The application of the 4th Amendment of the United States Constitution to a particular set of facts in a criminal proceeding often involves a complex analysis of a convoluted area of the law. Fourth Amendment protections have evolved significantly over time, frequently changing with the evolution of the United States Supreme Court, as well as the Maryland appellate courts. An attorney experienced at presenting technical arguments to the Maryland Courts is essential for an individual who finds himself or herself facing criminal charges.
The balcony in question in McGurk was a second-floor balcony with a wooden railing. There were plants, a glass table, and chairs on the balcony. A set of stairs led from the balcony down to the sidewalk in front of the house, and there was no gate blocking the entrance to the stairs or the balcony. Notably, the balcony was not the primary entrance to the residence. At 3:15 a.m. on a summer morning, an officer walked up the stairs to the balcony where McGurk and another individual were sitting because he was searching for the source of an odor of burnt marijuana. After questioning and ultimately searching McGurk and the other individual on the balcony, the officer found marijuana, cocaine, and a large amount of cash in McGurk’s possession. McGurk was found guilty after her attempts to suppress the evidence were futile, and she appealed.
In perhaps the most famous case addressing the protections provided by the 4th Amendment, the United States Supreme Court in Katz v. United States said that “the Fourth Amendment protects people, not places. What a person knowingly exposes to the public, even in his own home or office, is not a subject of Fourth Amendment protection. But what he seeks to preserve as private, even in an area accessible to the public, may be constitutionally protected.”
The McGurk case turned primarily on an analysis of what part of the area surrounding a dwelling is part of the “curtilage” of that dwelling, and thus whether there was an expectation that the balcony in question was open to the public or preserved as private. The United States Supreme Court held in United States v. Dunn that an area is considered to be part of the curtilage of a dwelling house if it is “intimately tied to the home itself.” For an area to be part of the curtilage of a home such that the 4th Amendment protections should apply, there must be a reasonable expectation of privacy. There is a two-part test to determining whether there is a reasonable expectation of privacy – an individual must demonstrate that he had an actual subjective expectation of privacy, and society must be willing to recognize that expectation as reasonable.”
Determining whether a particular area is part of the curtilage of a home and thus protected by the 4th Amendment requires an analysis of what the reasonable expectations of privacy were for the area. The McGurk Court held that areas surrounding a home that a visitor could reasonably be expected to cross when approaching the front door – for example, the driveway, front sidewalk, and front porch – are generally exempted from Fourth Amendment protection. A simpler way to put this, perhaps, is that the area that a mailman might traverse to get to a mailbox next to your front door will generally not be protected by the 4th Amendment, because it is open to the public. Other factors that are considered to determine whether the occupant of a dwelling intended to exclude the public from the premises, including: “1) whether the homeowner has erected any physical barriers, such as gates or fences, across the entrance to the property, and (2) whether the homeowner has posted signs, such as ‘no trespassing’ or ‘private property’ signs, indicating a desire to exclude the public from the premises.”

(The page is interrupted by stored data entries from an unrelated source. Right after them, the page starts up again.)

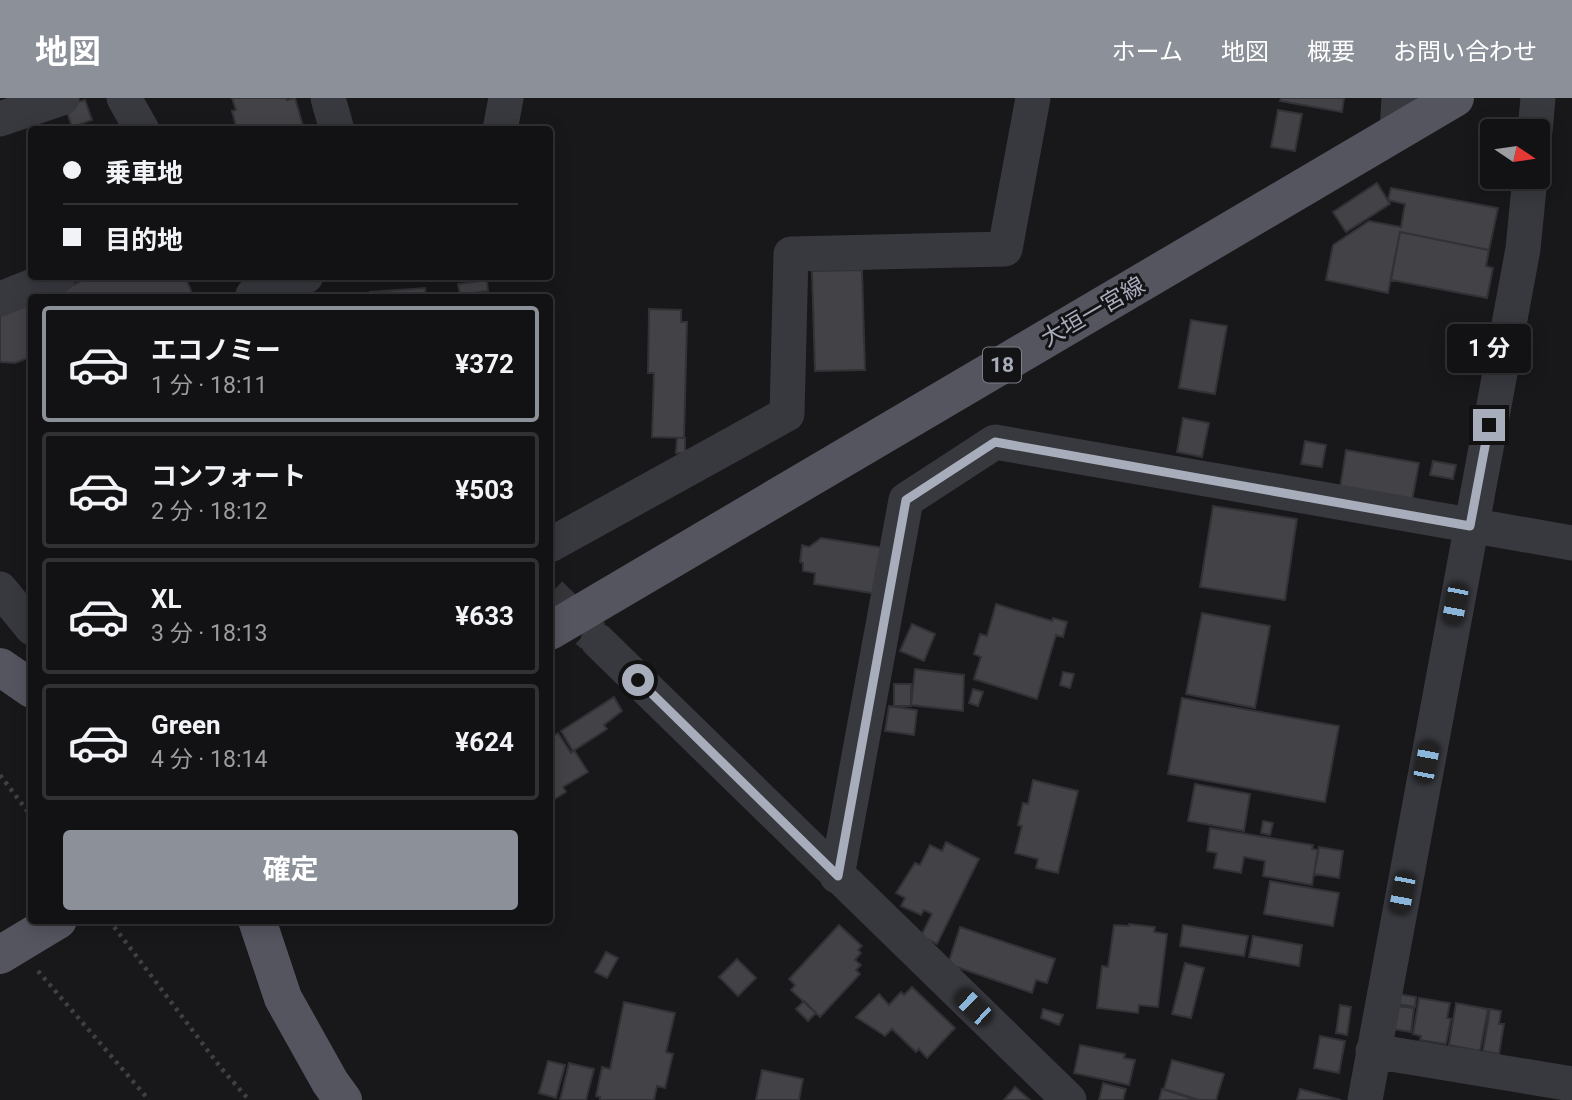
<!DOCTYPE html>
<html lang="ja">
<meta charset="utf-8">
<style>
:root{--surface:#121114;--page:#1f1f22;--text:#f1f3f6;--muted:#9c9da0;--line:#313134;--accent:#8c9099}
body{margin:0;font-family:Roboto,"Noto Sans JP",sans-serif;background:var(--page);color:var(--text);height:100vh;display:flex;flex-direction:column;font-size:26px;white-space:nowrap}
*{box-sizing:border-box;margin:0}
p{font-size:23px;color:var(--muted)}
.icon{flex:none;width:38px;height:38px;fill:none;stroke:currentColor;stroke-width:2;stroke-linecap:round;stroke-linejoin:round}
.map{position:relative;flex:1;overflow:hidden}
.side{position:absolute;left:28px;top:196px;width:525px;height:630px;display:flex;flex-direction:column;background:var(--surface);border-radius:7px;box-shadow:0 4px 18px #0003,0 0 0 2px var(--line)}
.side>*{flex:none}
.guide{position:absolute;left:28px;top:28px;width:525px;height:154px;border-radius:7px;box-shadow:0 4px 18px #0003,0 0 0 2px var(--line);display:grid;align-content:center;height:154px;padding:0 35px;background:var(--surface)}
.needle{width:46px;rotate:103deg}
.tools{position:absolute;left:1480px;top:21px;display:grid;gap:14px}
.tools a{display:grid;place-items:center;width:70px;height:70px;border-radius:7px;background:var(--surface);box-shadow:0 4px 18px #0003,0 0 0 2px var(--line);font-size:35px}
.end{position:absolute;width:32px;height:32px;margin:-16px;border:9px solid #a8adbb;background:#111;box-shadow:0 0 0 4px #111}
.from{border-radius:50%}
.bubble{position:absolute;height:49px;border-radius:7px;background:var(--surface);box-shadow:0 4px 18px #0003,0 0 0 2px var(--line);font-size:23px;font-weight:700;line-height:49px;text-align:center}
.car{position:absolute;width:21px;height:42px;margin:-21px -10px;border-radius:9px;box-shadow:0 0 5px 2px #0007;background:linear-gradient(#222 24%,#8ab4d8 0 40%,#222 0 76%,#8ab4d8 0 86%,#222 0)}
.guide b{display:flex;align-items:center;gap:24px;height:66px;font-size:26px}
.guide b+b{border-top:2px solid var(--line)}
.guide i{width:18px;height:18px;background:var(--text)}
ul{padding:12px 0 0;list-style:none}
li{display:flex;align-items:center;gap:21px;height:116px;margin:0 14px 10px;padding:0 21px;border:4px solid var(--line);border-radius:7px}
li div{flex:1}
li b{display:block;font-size:26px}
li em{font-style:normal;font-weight:700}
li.on{border-color:var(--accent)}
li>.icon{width:63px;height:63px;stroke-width:1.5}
.primary-button{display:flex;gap:14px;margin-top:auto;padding:14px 35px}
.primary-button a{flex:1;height:80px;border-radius:7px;background:var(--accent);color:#fff;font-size:28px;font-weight:700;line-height:80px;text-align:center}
header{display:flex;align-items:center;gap:42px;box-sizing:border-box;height:98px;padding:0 35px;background:var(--accent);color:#fff}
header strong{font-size:33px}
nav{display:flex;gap:38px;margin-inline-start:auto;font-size:24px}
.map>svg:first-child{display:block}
.building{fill:#424247;stroke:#323136;stroke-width:2}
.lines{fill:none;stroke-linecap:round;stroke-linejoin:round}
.minor-tunnel{stroke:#35353a;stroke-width:35;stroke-dasharray:35 18;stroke-linecap:butt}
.path{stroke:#3e4046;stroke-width:4.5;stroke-dasharray:3.5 5;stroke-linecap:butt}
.minor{stroke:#38393f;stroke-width:35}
.major{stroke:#54555f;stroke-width:38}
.route{stroke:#a8adbb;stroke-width:9}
.labels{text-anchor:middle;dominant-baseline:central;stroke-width:6;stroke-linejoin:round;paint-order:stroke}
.shield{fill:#131215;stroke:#7b7e89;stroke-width:2}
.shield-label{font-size:21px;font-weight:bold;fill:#a8adbb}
.street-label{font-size:23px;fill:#a8adbb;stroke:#131215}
</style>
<header>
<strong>地図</strong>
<nav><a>ホーム</a><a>地図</a><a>概要</a><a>お問い合わせ</a></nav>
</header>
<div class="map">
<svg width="1572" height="1002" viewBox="0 0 1572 1002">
<rect width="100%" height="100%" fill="#18171a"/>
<path class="building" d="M232,0H286L287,2L295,0L303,28L296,32H237L232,13L236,12Z
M1281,0H1344L1342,14L1280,3Z
M85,2L92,22L72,29L65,8Z
M1278,12L1302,16L1295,53L1271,49Z
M1377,85L1390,106L1346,134L1333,114Z
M1391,90L1498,110L1489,152L1400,134L1388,195L1326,182L1333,147L1369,123L1401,129L1405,106L1388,102Z
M1400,134L1489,152L1486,168L1493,170L1487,200L1391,182Z
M862,172L865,272L815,273L812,173Z
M92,178H185L194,200H44Z
M487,182L488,193L460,197L458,186Z
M425,190L426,200H370V194Z
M32,205V267L28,260L15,265L0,264V218Z
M649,211L681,212V224H687L684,340L652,339L654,275H648Z
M1191,222L1227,228L1215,296L1179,290Z
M1183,320L1209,325L1202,359L1177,354Z
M677,340H685V355H676Z
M1305,343L1326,347L1322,369L1301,366Z
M1346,352L1419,365L1412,403L1340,390Z
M1433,363L1456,367L1453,381L1430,377Z
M1213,408L1297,421L1285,502L1200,489Z
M821,440L886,450L878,496L814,486L815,475L803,473V465L800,464L802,447L809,449Z
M996,506L1052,523L1053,520L1067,524L1063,539L1056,537L1037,601L974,581L981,559L974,556L980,536L987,538Z
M1202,515L1270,528L1255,610L1186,596Z
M912,526L935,536L924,563L900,553Z
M915,571L964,577L963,613L911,607Z
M1063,574L1074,576L1070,590L1060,587Z
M894,586H911V608H894Z
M973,591L983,594L978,608L969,605Z
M614,599L622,613L604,627L607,631L573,653L561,633Z
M1182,600L1339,628L1325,704L1168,676Z
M889,608L917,612L914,637L885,633Z
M558,635L571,655L574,652L588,674L563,689L566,694L550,704V640Z
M1033,682L1078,693L1058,775L1036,770L1038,761L1015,755L1022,728L1018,727L1023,705L1028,706Z
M1195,686L1250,696L1244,733L1188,723Z
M1263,723L1273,725L1270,737L1261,735Z
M1210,730L1313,747L1312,751L1318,752L1312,787L1263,778L1265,763L1244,759L1241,775L1214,770L1217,755L1207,753Z
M946,744L979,761L937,846L921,838L932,816L924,812L921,817L901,808L905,800L896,795L915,765L920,767L930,747L942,753Z
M1319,749L1343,753L1339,780L1314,776Z
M1270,783L1339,795L1333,828L1264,816Z
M1129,826L1155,829L1154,834L1167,836L1158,909L1139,907L1138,915L1097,910L1102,868L1108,869L1114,827L1129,828Z
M839,827L862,848L858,852L861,855L855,862L861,867L856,872L860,876L820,919L791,892L795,887L789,881Z
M1183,827L1248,838L1244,858L1180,848Z
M960,829L1055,861L1047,885L1036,882L1032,895L948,866Z
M1253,838L1302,847L1299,868L1249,859Z
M606,854L618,860L607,880L595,874Z
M737,861L756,880L738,898L719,879Z
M1185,865L1204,870L1191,920L1172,916Z
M912,889L955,930L927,960L919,951L916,954L892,931L885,938L856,919L879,896L889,907L901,894L904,897Z
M1398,896L1416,899L1415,909L1397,906Z
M1419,900L1450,905L1447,920L1451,921L1446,946L1420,942L1421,938L1413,936Z
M804,903L816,915L808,923L796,911Z
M624,904L675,915L666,954L673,956L665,990L657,988L654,1002H600V999L596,998L602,969L610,971Z
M1456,905L1488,911L1480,953L1449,947Z
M1340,907L1351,909L1347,937L1336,935Z
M1395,908L1414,910L1411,934L1392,931Z
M1043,911L1063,917L1059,927L1041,920Z
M1490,911L1501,913L1499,926H1504L1499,956L1483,953Z
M1320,938L1345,943L1339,975L1314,970Z
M1080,947L1125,956L1124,960L1135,962L1129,987L1074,975Z
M1172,962L1224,976L1216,1002H1199L1164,991Z
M548,963L565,967L556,1000L539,995Z
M569,965L594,971L586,1002H560Z
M762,972L803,981L799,1002H756Z
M1103,985L1126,991L1123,1002H1099Z
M1015,989L1030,1002H1004Z
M1162,991L1197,1002H1159Z
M1300,991L1341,1002H1297Z"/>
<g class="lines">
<path class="minor-tunnel" d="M550,496L593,538"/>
<path class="path" d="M0,677L32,719
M109,822L221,970L249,1002
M38,873L149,1002"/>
<path class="minor" d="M124,0L142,32
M328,0L337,32
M0,21L62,0
M500,32L506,0
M1535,33L1538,0
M1397,35L1399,0
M253,197L267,183L306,178
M0,201L58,178
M550,447L787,316L791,156L1005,151L1033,0
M0,491L32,530
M598,543L1069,1002
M837,778L906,402L995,344L1572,445
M1373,953L1572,986
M1365,1002L1523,151L1530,79"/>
<path class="major" d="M550,533L1455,0
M0,569L32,591
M257,822L283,900L330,984L343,1002
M0,857L58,822"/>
</g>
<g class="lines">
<path class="route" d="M638,582L838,778L906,402L995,344L1470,428L1489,327"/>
</g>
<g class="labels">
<rect class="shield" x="983" y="249.5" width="38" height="35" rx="5"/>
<g class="shield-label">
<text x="1002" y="267">18</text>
</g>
<g class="street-label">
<text transform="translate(1093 214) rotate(-30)">大垣一宮線</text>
</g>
</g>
</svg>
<div class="tools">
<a><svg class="needle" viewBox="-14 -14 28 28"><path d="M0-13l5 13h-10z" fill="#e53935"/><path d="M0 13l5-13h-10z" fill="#9c9da0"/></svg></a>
</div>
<i class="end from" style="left:638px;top:582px"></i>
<i class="end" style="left:1489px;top:327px"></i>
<div class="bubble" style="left:1447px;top:226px;width:84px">1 分</div>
<i class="car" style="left:1455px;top:506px;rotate:191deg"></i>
<i class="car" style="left:1426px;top:664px;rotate:11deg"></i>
<i class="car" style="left:1402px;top:795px;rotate:191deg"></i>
<i class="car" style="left:973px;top:909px;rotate:314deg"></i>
<div class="guide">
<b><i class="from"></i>乗車地</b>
<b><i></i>目的地</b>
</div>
<section class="side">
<ul>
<li class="on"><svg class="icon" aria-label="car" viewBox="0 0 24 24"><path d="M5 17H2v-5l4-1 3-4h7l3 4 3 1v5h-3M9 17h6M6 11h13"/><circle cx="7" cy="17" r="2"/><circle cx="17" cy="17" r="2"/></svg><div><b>エコノミー</b><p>1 分 · 18:11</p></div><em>¥372</em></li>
<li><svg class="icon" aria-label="car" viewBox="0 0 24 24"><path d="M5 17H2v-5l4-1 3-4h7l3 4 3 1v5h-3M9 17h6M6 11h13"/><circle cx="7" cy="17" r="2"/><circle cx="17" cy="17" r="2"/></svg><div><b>コンフォート</b><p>2 分 · 18:12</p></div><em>¥503</em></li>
<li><svg class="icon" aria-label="car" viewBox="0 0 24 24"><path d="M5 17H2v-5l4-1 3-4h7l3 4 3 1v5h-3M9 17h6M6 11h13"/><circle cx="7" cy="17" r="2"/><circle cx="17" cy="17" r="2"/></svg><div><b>XL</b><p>3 分 · 18:13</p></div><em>¥633</em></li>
<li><svg class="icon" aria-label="car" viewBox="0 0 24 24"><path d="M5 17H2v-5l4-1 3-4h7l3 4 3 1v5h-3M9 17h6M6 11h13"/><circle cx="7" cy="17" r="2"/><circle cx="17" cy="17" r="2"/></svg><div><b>Green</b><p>4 分 · 18:14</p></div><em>¥624</em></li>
</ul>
<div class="primary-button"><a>確定</a></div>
</section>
</div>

The Court ultimately found that McGurk had both a subjective expectation of privacy and a reasonable expectation of privacy on the balcony. Based on the chairs and table on the balcony, the Court found that it was essentially an extension of the home, and that McGurk’s expectation that her privacy in that space would not be invaded in the middle of the night was reasonable. As a result, the Court of Special Appeals suppressed all of the evidence obtained in the police search of McGurk and reversed the guilty verdict.
This case demonstrates how imperative it is for a criminal defendant to obtain defense counsel that has the understanding and experience to present all necessary arguments to the Court. Frequently, the defendant’s position requires a complex, nuanced argument that our criminal defense attorneys are experienced at providing.